*** Opening of DATA FOR ANALYSIS ***

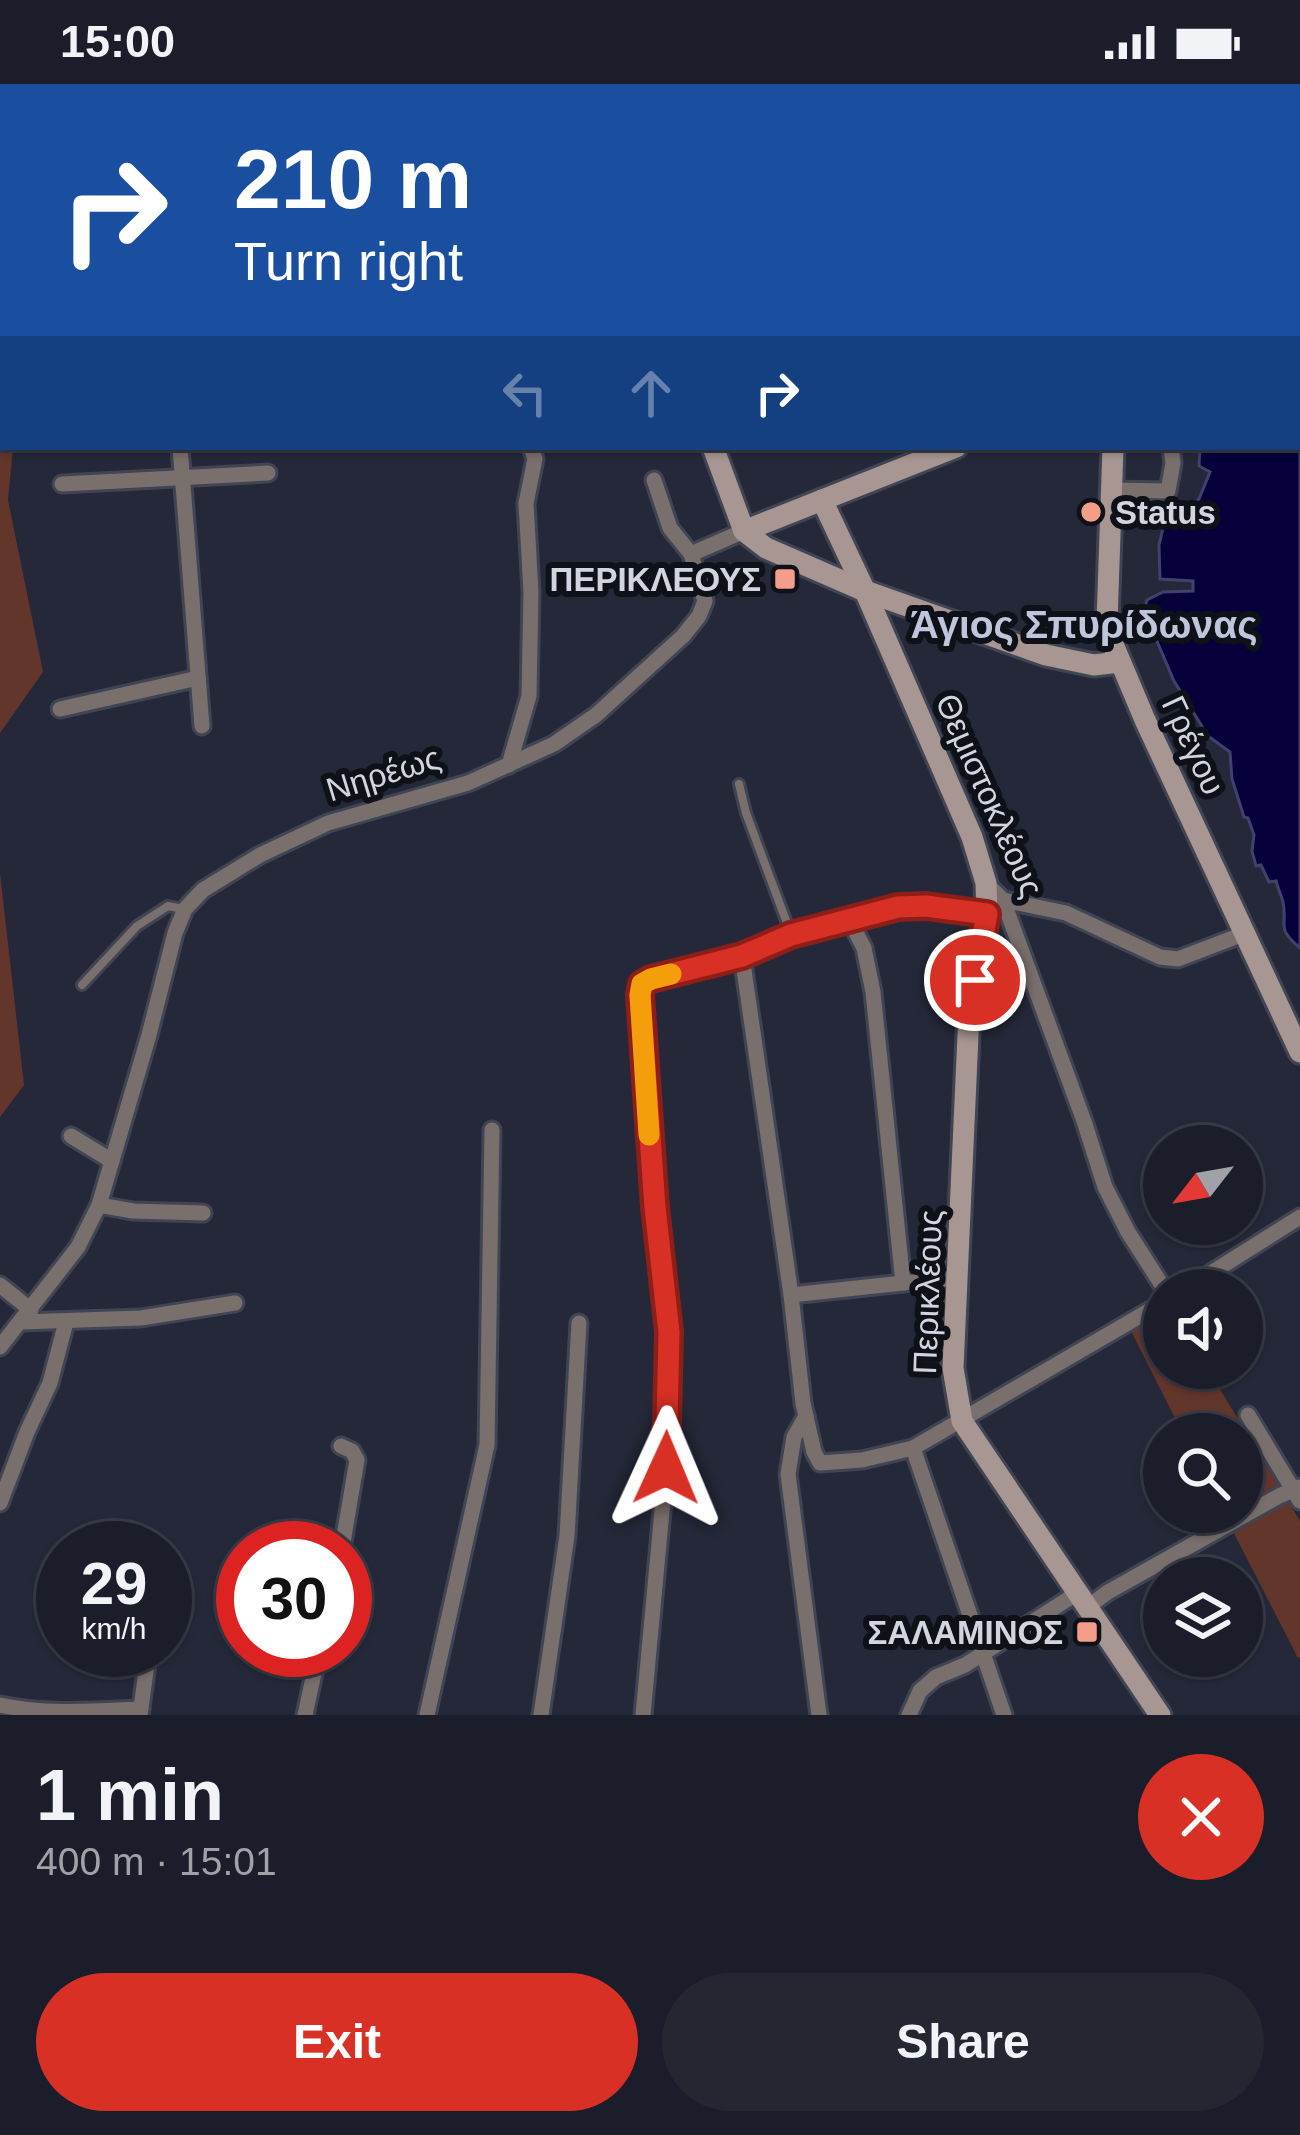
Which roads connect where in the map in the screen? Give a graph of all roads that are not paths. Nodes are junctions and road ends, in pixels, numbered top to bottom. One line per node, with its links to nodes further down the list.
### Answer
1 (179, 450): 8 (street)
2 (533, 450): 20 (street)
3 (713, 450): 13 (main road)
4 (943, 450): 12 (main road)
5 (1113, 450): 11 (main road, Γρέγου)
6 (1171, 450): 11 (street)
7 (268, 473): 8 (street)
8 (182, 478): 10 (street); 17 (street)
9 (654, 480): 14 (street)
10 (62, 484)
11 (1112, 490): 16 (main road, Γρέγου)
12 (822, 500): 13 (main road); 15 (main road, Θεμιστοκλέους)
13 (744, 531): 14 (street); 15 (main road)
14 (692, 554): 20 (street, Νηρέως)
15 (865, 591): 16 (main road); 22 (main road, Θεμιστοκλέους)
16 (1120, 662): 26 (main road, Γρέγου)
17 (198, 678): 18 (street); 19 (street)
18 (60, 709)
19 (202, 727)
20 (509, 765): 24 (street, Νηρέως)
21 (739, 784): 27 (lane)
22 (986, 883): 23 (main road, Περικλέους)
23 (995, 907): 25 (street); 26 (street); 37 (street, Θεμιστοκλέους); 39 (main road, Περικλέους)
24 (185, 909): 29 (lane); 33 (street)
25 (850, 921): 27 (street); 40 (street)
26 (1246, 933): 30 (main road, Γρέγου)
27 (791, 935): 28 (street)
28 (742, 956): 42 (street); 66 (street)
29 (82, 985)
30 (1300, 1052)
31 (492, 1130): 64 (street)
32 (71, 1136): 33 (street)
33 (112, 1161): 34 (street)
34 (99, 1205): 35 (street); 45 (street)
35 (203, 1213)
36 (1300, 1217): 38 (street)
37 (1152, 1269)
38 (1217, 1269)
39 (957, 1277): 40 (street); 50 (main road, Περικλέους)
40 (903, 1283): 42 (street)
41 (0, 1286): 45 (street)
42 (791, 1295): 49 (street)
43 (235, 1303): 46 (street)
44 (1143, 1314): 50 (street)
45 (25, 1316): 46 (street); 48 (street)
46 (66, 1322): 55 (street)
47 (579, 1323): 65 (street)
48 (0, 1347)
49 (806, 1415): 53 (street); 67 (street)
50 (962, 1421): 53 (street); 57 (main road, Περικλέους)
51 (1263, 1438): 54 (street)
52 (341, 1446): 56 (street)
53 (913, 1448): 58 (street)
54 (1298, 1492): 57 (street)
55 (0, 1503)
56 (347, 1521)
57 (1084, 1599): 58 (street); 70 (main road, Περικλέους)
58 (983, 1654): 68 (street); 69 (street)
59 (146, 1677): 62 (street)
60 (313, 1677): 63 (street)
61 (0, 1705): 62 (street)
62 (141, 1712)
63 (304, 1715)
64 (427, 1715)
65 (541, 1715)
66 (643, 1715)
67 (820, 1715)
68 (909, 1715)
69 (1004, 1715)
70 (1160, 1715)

*** Close of DATA FOR ANALYSIS ***

Bring together all lines in the records where the word "Περικλέους" is found.

22 (986, 883): 23 (main road, Περικλέους)
23 (995, 907): 25 (street); 26 (street); 37 (street, Θεμιστοκλέους); 39 (main road, Περικλέους)
39 (957, 1277): 40 (street); 50 (main road, Περικλέους)
50 (962, 1421): 53 (street); 57 (main road, Περικλέους)
57 (1084, 1599): 58 (street); 70 (main road, Περικλέους)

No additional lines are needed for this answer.